No doubt the skeptical amongst you are scoffing at the idea of such a process. After all, aren't there hundreds or thousands of tests in the typical environment and an extremely large number of ways in which to break a given RTL description? Affirmative on both points, but where there is a will there is a way. Research and real experience in production environments shows that some ways of breaking the design of injecting "faults", in the application parlance are more interesting than others and more likely to expose the biggest weaknesses in the verification environment with a minimal amount of simulation. Why not start with these faults first, identify and fix the big problems, and then move on to deeper and more subtle issues? Isn't it likely that some of these more difficult problems will be corrected as a side effect of fixing the big problems anyway?
One might also ask do we really need to run all of the tests on a given version of a broken design? If a test doesn't activate the area of RTL code that is broken, then there is no use in running it, so a little automated up-front investigation by the tool might correlate injected faults with the tests that activate them and only run the latter when the design is broken via a given fault. Additionally, if the environment incorporates what most would consider to be a good methodology in which the monitors and checkers are decoupled from the tests themselves, if a small number of tests on a given fault causes a significant difference on an output yet doesn't trigger a failure, shouldn't that be interpreted as a weakness in the environment, even without the justification of running more tests?

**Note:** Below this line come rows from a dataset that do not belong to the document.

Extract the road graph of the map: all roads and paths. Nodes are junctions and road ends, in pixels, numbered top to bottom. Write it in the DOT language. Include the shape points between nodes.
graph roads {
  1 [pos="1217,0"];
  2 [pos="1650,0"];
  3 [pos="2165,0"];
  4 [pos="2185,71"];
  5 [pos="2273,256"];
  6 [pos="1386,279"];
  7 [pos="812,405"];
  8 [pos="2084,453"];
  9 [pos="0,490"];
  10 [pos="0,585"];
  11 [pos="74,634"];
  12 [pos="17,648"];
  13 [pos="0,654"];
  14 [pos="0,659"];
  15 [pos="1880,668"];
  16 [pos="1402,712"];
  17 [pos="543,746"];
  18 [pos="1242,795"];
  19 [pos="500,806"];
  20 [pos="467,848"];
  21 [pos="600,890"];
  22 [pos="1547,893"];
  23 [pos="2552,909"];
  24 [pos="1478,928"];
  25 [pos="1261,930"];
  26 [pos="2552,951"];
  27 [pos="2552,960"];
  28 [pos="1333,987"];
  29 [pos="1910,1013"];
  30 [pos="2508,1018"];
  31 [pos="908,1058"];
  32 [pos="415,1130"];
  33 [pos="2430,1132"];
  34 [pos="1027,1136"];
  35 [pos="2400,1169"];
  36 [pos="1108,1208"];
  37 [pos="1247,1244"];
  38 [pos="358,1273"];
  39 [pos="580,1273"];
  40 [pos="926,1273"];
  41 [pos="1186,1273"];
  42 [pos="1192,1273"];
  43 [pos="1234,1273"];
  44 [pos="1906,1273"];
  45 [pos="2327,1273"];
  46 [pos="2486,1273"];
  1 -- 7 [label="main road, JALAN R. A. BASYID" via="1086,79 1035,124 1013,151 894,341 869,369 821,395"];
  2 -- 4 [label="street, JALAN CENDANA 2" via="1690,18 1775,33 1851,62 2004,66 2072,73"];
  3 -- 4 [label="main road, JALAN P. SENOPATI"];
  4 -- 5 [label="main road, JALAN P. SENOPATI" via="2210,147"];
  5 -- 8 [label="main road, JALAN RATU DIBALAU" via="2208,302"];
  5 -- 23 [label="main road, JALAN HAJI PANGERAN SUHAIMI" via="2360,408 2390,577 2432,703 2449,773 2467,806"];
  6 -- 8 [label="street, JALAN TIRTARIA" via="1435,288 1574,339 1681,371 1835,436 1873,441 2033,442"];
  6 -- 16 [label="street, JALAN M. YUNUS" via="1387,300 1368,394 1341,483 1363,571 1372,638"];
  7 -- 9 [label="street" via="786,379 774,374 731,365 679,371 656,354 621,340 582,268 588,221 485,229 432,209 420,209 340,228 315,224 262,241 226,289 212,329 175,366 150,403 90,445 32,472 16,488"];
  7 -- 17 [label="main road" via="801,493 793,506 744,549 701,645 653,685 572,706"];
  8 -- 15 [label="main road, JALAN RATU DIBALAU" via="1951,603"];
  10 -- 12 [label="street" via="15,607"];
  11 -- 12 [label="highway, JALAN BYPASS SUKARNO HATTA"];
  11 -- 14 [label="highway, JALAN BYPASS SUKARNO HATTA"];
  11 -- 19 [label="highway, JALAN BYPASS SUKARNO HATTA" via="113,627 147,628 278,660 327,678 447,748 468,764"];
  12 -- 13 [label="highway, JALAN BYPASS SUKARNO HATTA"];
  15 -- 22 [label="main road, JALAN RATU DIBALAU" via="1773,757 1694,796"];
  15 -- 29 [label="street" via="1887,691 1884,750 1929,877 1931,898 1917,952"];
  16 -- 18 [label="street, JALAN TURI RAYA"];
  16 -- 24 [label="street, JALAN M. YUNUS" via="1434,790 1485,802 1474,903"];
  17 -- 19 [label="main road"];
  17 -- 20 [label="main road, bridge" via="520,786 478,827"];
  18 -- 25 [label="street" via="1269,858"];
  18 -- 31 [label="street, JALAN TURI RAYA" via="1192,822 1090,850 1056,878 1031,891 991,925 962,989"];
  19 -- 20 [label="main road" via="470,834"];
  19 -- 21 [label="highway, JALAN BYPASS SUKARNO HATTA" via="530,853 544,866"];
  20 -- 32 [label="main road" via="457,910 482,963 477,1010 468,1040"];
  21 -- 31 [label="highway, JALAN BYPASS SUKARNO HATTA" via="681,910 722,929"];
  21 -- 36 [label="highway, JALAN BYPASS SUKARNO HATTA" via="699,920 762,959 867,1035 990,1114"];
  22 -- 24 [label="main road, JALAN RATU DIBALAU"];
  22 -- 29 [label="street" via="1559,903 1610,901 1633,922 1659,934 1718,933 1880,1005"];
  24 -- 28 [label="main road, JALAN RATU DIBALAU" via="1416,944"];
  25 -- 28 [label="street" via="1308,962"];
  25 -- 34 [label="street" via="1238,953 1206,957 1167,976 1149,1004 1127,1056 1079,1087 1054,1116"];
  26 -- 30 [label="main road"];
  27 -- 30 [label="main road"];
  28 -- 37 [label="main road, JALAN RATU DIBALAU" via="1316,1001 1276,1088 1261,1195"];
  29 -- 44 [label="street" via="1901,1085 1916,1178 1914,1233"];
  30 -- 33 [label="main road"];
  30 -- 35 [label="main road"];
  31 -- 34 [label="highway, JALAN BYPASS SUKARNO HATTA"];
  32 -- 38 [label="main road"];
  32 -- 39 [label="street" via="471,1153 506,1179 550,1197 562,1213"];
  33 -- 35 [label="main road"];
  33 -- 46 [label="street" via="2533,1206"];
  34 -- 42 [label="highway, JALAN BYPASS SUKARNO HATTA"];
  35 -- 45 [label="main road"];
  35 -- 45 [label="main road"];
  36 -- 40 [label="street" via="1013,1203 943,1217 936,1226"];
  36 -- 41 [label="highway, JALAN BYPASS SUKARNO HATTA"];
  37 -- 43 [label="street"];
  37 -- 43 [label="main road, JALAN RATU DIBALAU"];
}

In short, though the task at hand seems daunting given the complexity and size of the design and associated verification environment, it's clear that automation, specialized algorithms, and intelligent operation can make the process both efficient and practical.
Just the facts, Ma'am
Springsoft has managed to roll up all of this goodness in the Certitude Functional Qualification System, the industry's first and only practical application of what are known as "mutation-based techniques" the process of injecting faults in the RTL code and all that blather (see above) to the assessment and improvement of real-world simulation-based verification environments. Certitude uses a multi-step process to accomplish the following with a minimal amount of haranguing and gnashing-of-teeth:
. Compile the RTL code, determine all of the interesting ways in which it can be broken, and write out an instrumented version of the RTL that enables individual fault insertion at simulation run-time from a single compiled image.
. Sort through the faults and identify, report, and set aside those that need not be simulated, such as faults that, due to redundant or dead code, cannot impact the operation of the design at the outputs.
. Correlate the faults with the tests that activate them and keep track of other interesting information such as test length all of which can be used to optimize and speed the qualification process when faults are injected.
. Prioritize faults and identify the subset that is most likely to expose big weaknesses in the environment.
. Inject faults, one at a time and in priority order, and simulate the relevant tests to check the robustness of the environment and identify specific holes such as missing checkers and test scenarios that must be fixed to ensure solid, high-quality verification results.
. Provide concise reports on problem areas and push-button links to the Verdi Automated Debug System for quick analysis of results and resolution of associated holes and weaknesses in the environment.